|  | 
  
    | 
      Devenir 
    capable, être reconnu ....
    par Paul Ricoeur  | 
   
  
    | 
     
    Dossiers :
      | 
   
  
    | 
     
    Source:  http://www.diplomatie.gouv.fr/fr/IMG/pdf/Revue_des_revues_200_1152AB.pdf 
    
    Date : 
    2005  
    
      
        
          
               
          Devenir capable, être reconnu
           
          
          Paul Ricoeur*  
            
          
          Le prix qui m’honore et pour lequel 
          j’adresse mes vifs remerciements au John W. Kluge Center, à la Library 
          of Congress, est motivé par l’humanisme dont l’oeuvre de ma vie est 
          créditée par les généreux donateurs. C’est à l’examen de quelques-unes 
          des bases de cet humanisme que sont consacrées les réflexions qui 
          suivent. Mon titre est double : il désigne d’une part les capacités 
          qu’un agent humain s’attribue, d’autre part le recours à autrui pour 
          donner à cette certitude personnelle un statut social. L’enjeu commun 
          aux deux pôles de cette dualité est l’identité personnelle. Je 
          m’identifie par mes capacités, par ce que je peux faire. L’individu se 
          désigne comme homme capable, non sans ajouter… et souffrant, pour 
          souligner la vulnérabilité de la condition humaine. Les capacités 
          peuvent être observées du dehors, mais elles sont fondamentalement 
          ressenties, vécues, sur le mode de la certitude. Celle-ci n’est pas 
          une croyance, tenue pour un degré inférieur du savoir. C’est une 
          assurance confiante, parente du témoignage. Je parle ici 
          d’attestation: celle-ci est en effet au soi ce qu’est le témoignage 
          porté sur un événement, une rencontre, un accident.  
         
        
        Phénoménologie de l’homme capable
         
        
          
          Il est possible d’établir une 
          typologie des capacités de base, à la jointure de l’inné et de 
          l’acquis. Ces pouvoirs de base constituent la première assise de 
          l’humanité, au sens de l’humain opposé à l’inhumain. Le changement qui 
          est un aspect de l’identité – des idées et des choses – revêt au 
          niveau humain un aspect dramatique, qui est celui de l’histoire 
          personnelle enchevêtrée dans les histoires innombrables de nos 
          compagnons d’existence. L’identité personnelle est marquée par une 
          temporalité qu’on peut dire constitutive. La personne est son 
          histoire. Dans l’esquisse de typologie que je propose, je considère 
          tour à tour la capacité de dire, celle d’agir, celle de raconter, à 
          quoi j’ajoute, l’imputabilité et la promesse. Dans ce vaste panorama 
          des capacités affirmées et assumées par l’agent humain, l’accent 
          principal se déplace d’un pôle à première vue moralement neutre à un 
          pôle explicitement moral où le sujet capable s’atteste comme sujet 
          responsable. Quelques mots sur chacune de ces capacités: par 
          «pouvoir dire», il faut entendre une capacité plus spécifique que 
          le don général du langage qui s’exprime dans la pluralité des langues 
          avec chacune sa morphologie, son lexique, sa syntaxe, sa rhétorique. 
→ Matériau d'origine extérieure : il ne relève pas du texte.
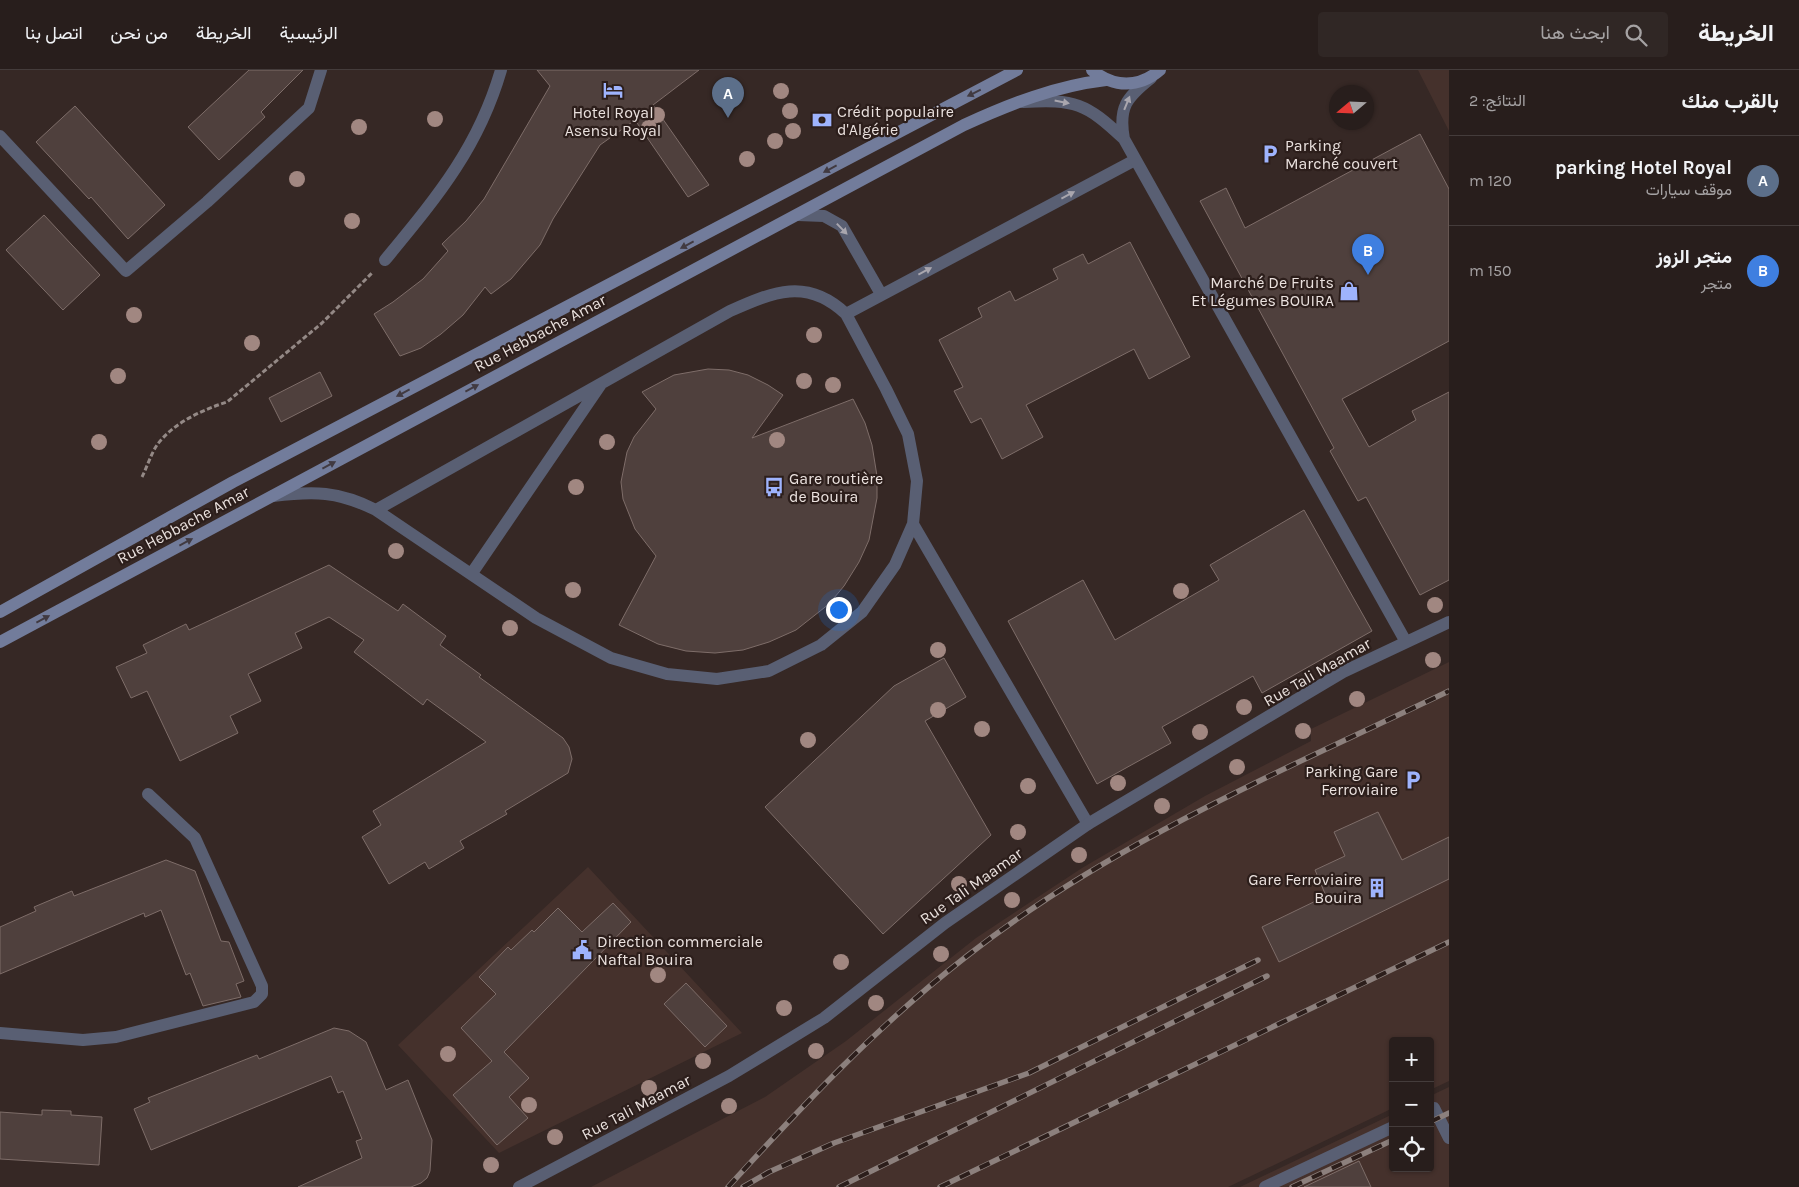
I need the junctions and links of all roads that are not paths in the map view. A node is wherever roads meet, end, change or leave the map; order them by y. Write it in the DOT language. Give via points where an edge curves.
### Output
graph roads {
  1 [pos="321,70"];
  2 [pos="501,70"];
  3 [pos="1017,70"];
  4 [pos="1092,70"];
  5 [pos="1156,74"];
  6 [pos="1106,80"];
  7 [pos="1013,103"];
  8 [pos="0,136"];
  9 [pos="1124,139"];
  10 [pos="1135,160"];
  11 [pos="798,215"];
  12 [pos="385,260"];
  13 [pos="881,294"];
  14 [pos="846,314"];
  15 [pos="602,382"];
  16 [pos="270,497"];
  17 [pos="376,510"];
  18 [pos="912,524"];
  19 [pos="472,573"];
  20 [pos="0,612"];
  21 [pos="1449,622"];
  22 [pos="0,642"];
  23 [pos="1406,642"];
  24 [pos="148,794"];
  25 [pos="1088,824"];
  26 [pos="0,1033"];
  27 [pos="1434,1108"];
  28 [pos="1389,1129"];
  29 [pos="1449,1138"];
  30 [pos="519,1187"];
  31 [pos="1264,1187"];
  1 -- 8 [label="street" via="309,108 126,271"];
  2 -- 12 [label="street" via="492,102 473,142 435,200"];
  3 -- 20 [label="main road, Rue Hebbache Amar, one-way" via="242,477"];
  4 -- 6 [label="main road"];
  5 -- 6 [label="main road" via="1137,83 1121,84"];
  9 -- 5 [label="street, one-way" via="1121,127 1130,95"];
  6 -- 7 [label="main road, Rue Hebbache Amar" via="1081,83"];
  7 -- 9 [label="street, one-way" via="1054,100 1078,106 1098,114"];
  7 -- 11 [label="main road, Rue Hebbache Amar" via="964,125"];
  9 -- 10 [label="street"];
  13 -- 10 [label="street, one-way"];
  10 -- 23 [label="street"];
  11 -- 13 [label="street, one-way" via="824,216 842,226"];
  16 -- 11 [label="main road, Rue Hebbache Amar, one-way"];
  13 -- 14 [label="street"];
  14 -- 15 [label="street" via="832,300 804,290 769,294 730,311"];
  14 -- 18 [label="street" via="908,434 917,480"];
  15 -- 17 [label="street"];
  15 -- 19 [label="street"];
  16 -- 17 [label="street" via="308,491 334,494 355,499"];
  22 -- 16 [label="main road, Rue Hebbache Amar, one-way"];
  17 -- 19 [label="street"];
  18 -- 19 [label="street" via="895,565 862,612 821,645 769,671 716,679 667,674 611,658 536,618"];
  18 -- 25 [label="street"];
  21 -- 23 [label="street, Rue Tali Maamar"];
  23 -- 25 [label="street, Rue Tali Maamar" via="1343,672"];
  24 -- 26 [label="street" via="195,838 262,986 262,994 254,1002 116,1037 83,1040"];
  25 -- 30 [label="street, Rue Tali Maamar" via="945,923 824,1018 729,1076"];
  27 -- 29 [label="street"];
  28 -- 31 [label="street"];
}
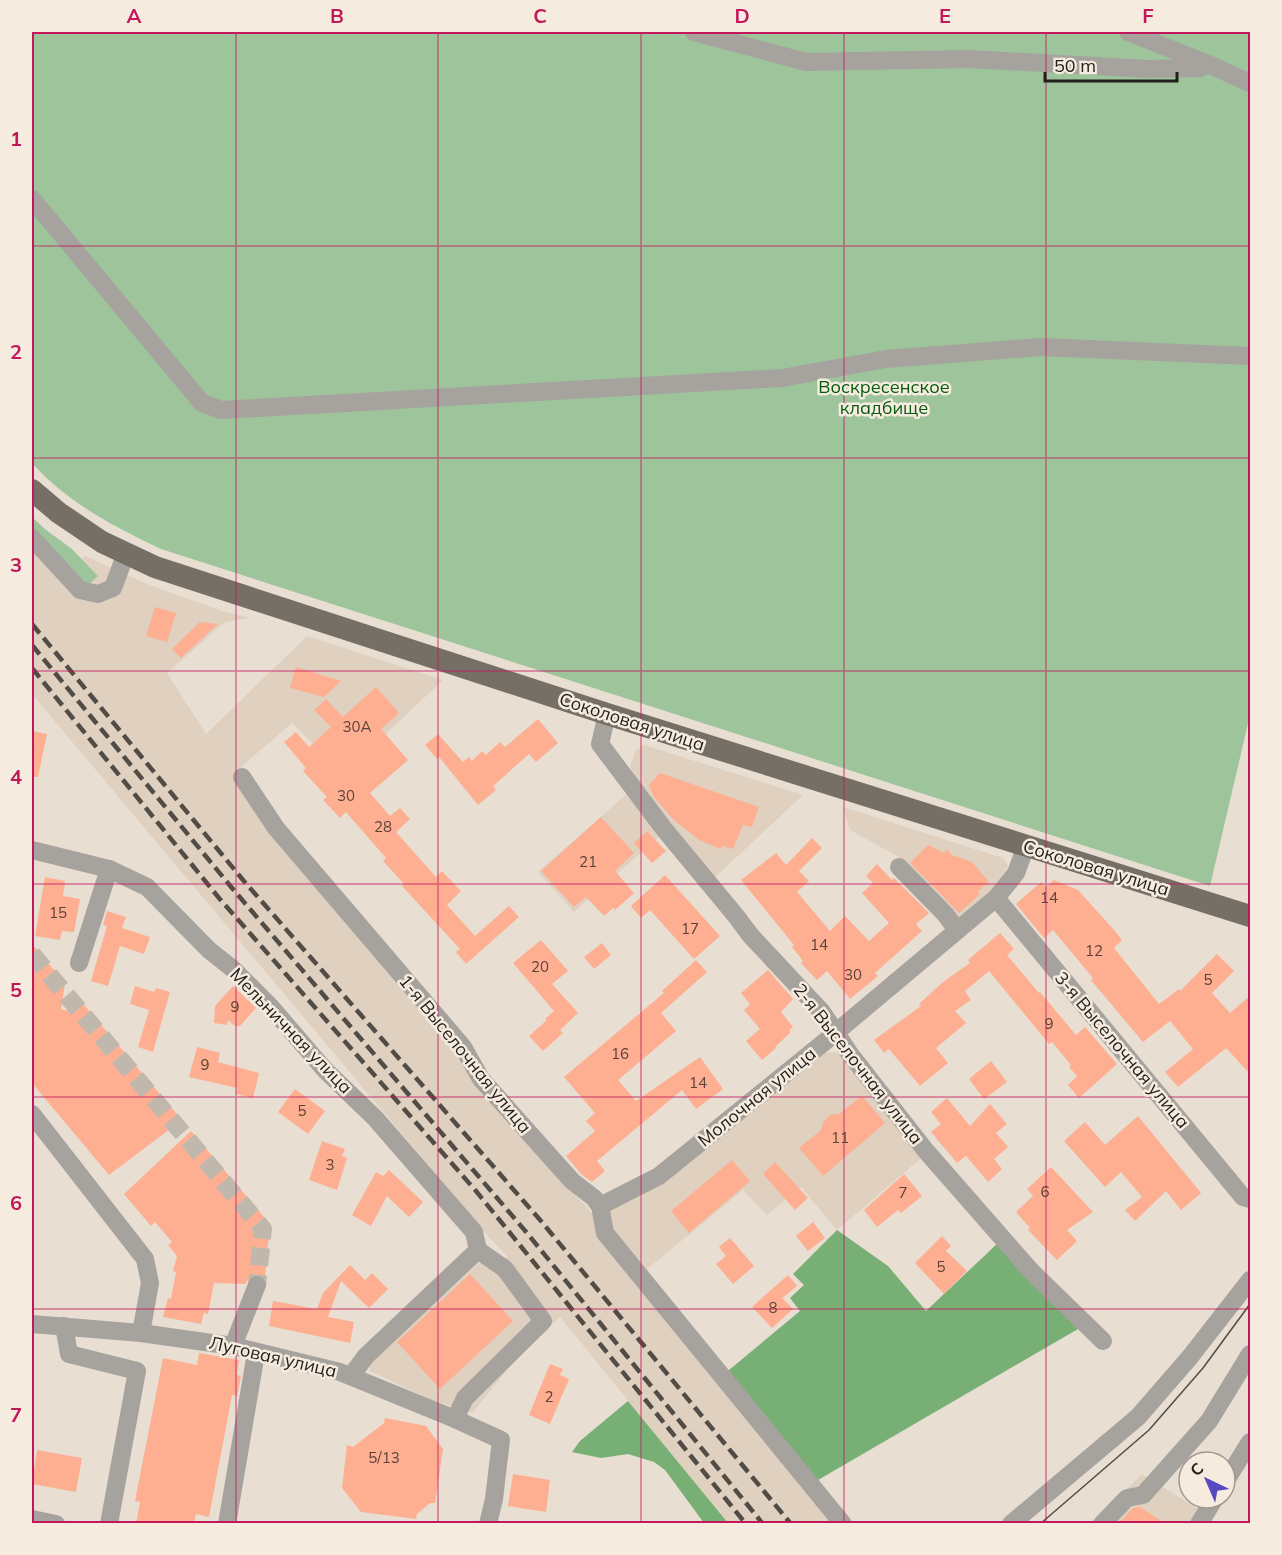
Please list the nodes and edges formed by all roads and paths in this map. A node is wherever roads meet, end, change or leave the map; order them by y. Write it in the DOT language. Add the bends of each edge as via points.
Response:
graph roads {
  1 [pos="694,32"];
  2 [pos="1128,32"];
  3 [pos="1206,63"];
  4 [pos="1251,83"];
  5 [pos="32,199"];
  6 [pos="1251,356"];
  7 [pos="32,490"];
  8 [pos="32,538"];
  9 [pos="126,553"];
  10 [pos="607,714"];
  11 [pos="242,777"];
  12 [pos="1026,846"];
  13 [pos="32,850"];
  14 [pos="898,867"];
  15 [pos="109,869"];
  16 [pos="996,898"];
  17 [pos="1251,916"];
  18 [pos="957,930"];
  19 [pos="79,963"];
  20 [pos="836,1031"];
  21 [pos="32,1114"];
  22 [pos="1251,1199"];
  23 [pos="600,1206"];
  24 [pos="478,1250"];
  25 [pos="1251,1280"];
  26 [pos="256,1285"];
  27 [pos="32,1324"];
  28 [pos="64,1326"];
  29 [pos="141,1333"];
  30 [pos="1103,1341"];
  31 [pos="233,1346"];
  32 [pos="256,1353"];
  33 [pos="1251,1354"];
  34 [pos="351,1376"];
  35 [pos="455,1419"];
  36 [pos="1251,1442"];
  37 [pos="1237,1464"];
  38 [pos="1208,1510"];
  39 [pos="32,1518"];
  40 [pos="56,1524"];
  41 [pos="109,1524"];
  42 [pos="227,1524"];
  43 [pos="488,1524"];
  44 [pos="843,1524"];
  45 [pos="1011,1524"];
  46 [pos="1102,1524"];
  47 [pos="1199,1524"];
  1 -- 3 [label="street" via="806,62 969,59 1149,69 1200,68"];
  2 -- 3 [label="street"];
  3 -- 4 [label="street"];
  5 -- 6 [label="street" via="202,403 221,410 782,378 886,359 1041,347"];
  7 -- 9 [label="main road, Соколовая улица" via="58,513"];
  8 -- 9 [label="street" via="80,590 98,594 113,588"];
  9 -- 10 [label="main road, Соколовая улица" via="248,599"];
  10 -- 12 [label="main road, Соколовая улица"];
  10 -- 20 [label="street, 2-я Выселочная улица" via="600,744 751,936"];
  11 -- 23 [label="street, 1-я Выселочная улица" via="276,828 463,1047 480,1078 572,1181"];
  12 -- 16 [label="street, Молочная улица" via="1016,873"];
  12 -- 17 [label="main road, Соколовая улица"];
  13 -- 15 [label="street, Мельничная улица"];
  14 -- 18 [label="street"];
  15 -- 19 [label="street"];
  15 -- 24 [label="street, Мельничная улица" via="147,887 270,1006 325,1070 375,1118 474,1233"];
  16 -- 18 [label="street, Молочная улица"];
  16 -- 22 [label="street, 3-я Выселочная улица" via="1243,1197"];
  18 -- 20 [label="street, Молочная улица"];
  20 -- 23 [label="street, Молочная улица" via="659,1176"];
  20 -- 30 [label="street, 2-я Выселочная улица" via="926,1151 1031,1271"];
  21 -- 29 [label="street" via="145,1258 150,1283"];
  23 -- 44 [label="street" via="605,1233"];
  24 -- 34 [label="street" via="366,1356"];
  24 -- 35 [label="street" via="505,1269 543,1321 465,1398"];
  25 -- 45 [label="street" via="1138,1417"];
  26 -- 31 [label="street"];
  27 -- 28 [label="street, Луговая улица"];
  28 -- 29 [label="street, Луговая улица"];
  28 -- 41 [label="street" via="69,1354 137,1371"];
  29 -- 31 [label="street, Луговая улица"];
  31 -- 32 [label="street, Луговая улица"];
  32 -- 34 [label="street, Луговая улица"];
  32 -- 42 [label="street"];
  33 -- 46 [label="street" via="1209,1422 1143,1495 1127,1498"];
  34 -- 35 [label="street, Луговая улица"];
  35 -- 43 [label="street, Луговая улица" via="501,1440"];
  36 -- 37 [label="street"];
  38 -- 47 [label="street"];
  39 -- 40 [label="street"];
}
          Pouvoir dire, c’est produire spontanément un discours sensé. Dans le 
          discours quelqu’un dit quelque chose à quelqu’un selon des règles 
          communes. Dire quelque chose, c’est le sens; sur quelque chose, 
          c’est la référence à l’extralinguistique; à quelqu’un, c’est 
          l’adresse, base de la conversation. Par «pouvoir agir», j’entends 
          la capacité de produire des événements dans la société et la nature. 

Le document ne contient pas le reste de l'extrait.